When writing a full report, write the Abstract last.
- Start by explaining the larger area of the research
- Provide examples of progress in the field
- A clear statement of the research problem
- Approach being addressed in the current report
Avoid: This experiment intends to investigate upon any measurable amounts of Nickel in the surrounding mud area and within barnacles living on the pilings.
Use: The purpose of this study is to determine the nickel content in the surrounding mud area and in the barnacles living on the pilings.
Methods and Materials
Include a description of your experimental procedure and names of instruments used. Don’t rewrite the lab manual or protocol.
Avoid: Next, prepare copper solution. Weigh 0.1821 g of copper nitrate and dilute it in 10 mL of tap water.
Use: A solution was prepared by dissolving copper nitrate (0.1821 g) in tap water (10 mL).
Further subdivide into:
- Materials—sources and purity of reagents used
- Preparation of compounds—with procedure and summary of characterization by NMR, IR, etc.
- Instrumentation—manufacturer, description of any adaptation, or sample preparation
A good materials and methods section should allow the reader to completely reproduce what you did in the lab using what you have written.

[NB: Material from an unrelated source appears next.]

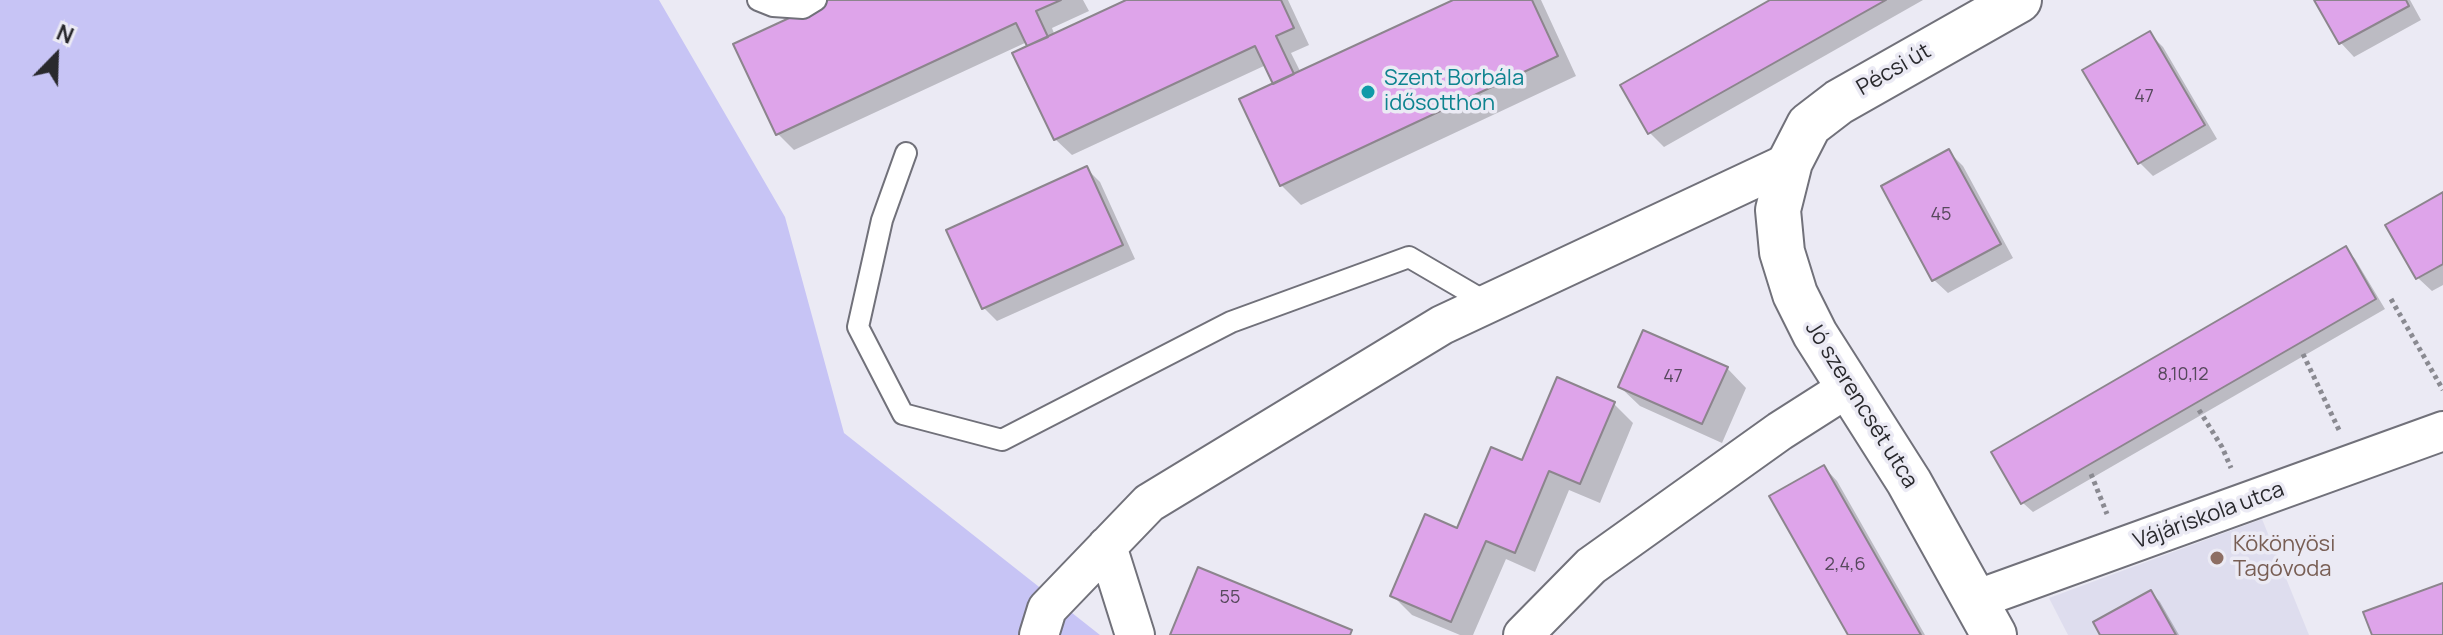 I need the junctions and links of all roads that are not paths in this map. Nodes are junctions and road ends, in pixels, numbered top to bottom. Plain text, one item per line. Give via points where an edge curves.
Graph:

Include a summary of your raw data, preferably supported by tables and figures, and important observations.
Don’t include long tables of raw data, instead simply present the results of your calculations.
Avoid: The following standard concentrations were used to follow X law for the absorbances at the corresponding wavelength (Table).
Use: The standard concentrations were measured at the corresponding wavelengths and the data provided in Table 1.
Figures, Tables, Equations
Explain the purpose of every figure, schemes, equation, and table in the Results section. When referring to a figure, table, or equation, use its number in the text.
A plateau was observed at reduced pressures >0.1, as indicated in Table 1.
Indicate every figure, table, and equation with a number. Figures and tables require a number and a descriptive title and equations normally have a number placed in parentheses at the right margin.
Figure 1. Mass Uptake vs. Reduced Pressure for A
Table 1. Powder Diffraction Data Obtained for A
A = B2 (1)
“Figure” is much preferred presently compared to the labels “chart” and “graph.”
- Analyze your results
- Comment on the purpose of the experiment
- Explain what the results indicate
- What are sources of error (experimental uncertainty/precision) and limitations?
- What additional experiments could help address any dangling ends?
- Do the results agree with what others have found?
- Do the results support a model or hypothesis?
Avoid: If, for example, we could have used a red and green apple to determine the components, we could have averaged the data and obtained more accurate results.
Use: For example, if data were obtained from both a red and a green apple, the averaged results could provide more representative values.
When testing a hypothesis, you may want to say that the hypothesis was “proved” or “disproved” or was “correct” or “incorrect.”
Remember, you’re testing a theory with a procedure that lasts only a few hours and relies on only a few trials, which severely compromises your ability to be sure about the “truth” you see.
Therefore, words like “supported,” “indicated,” and “suggested” are more acceptable ways to evaluate your hypothesis.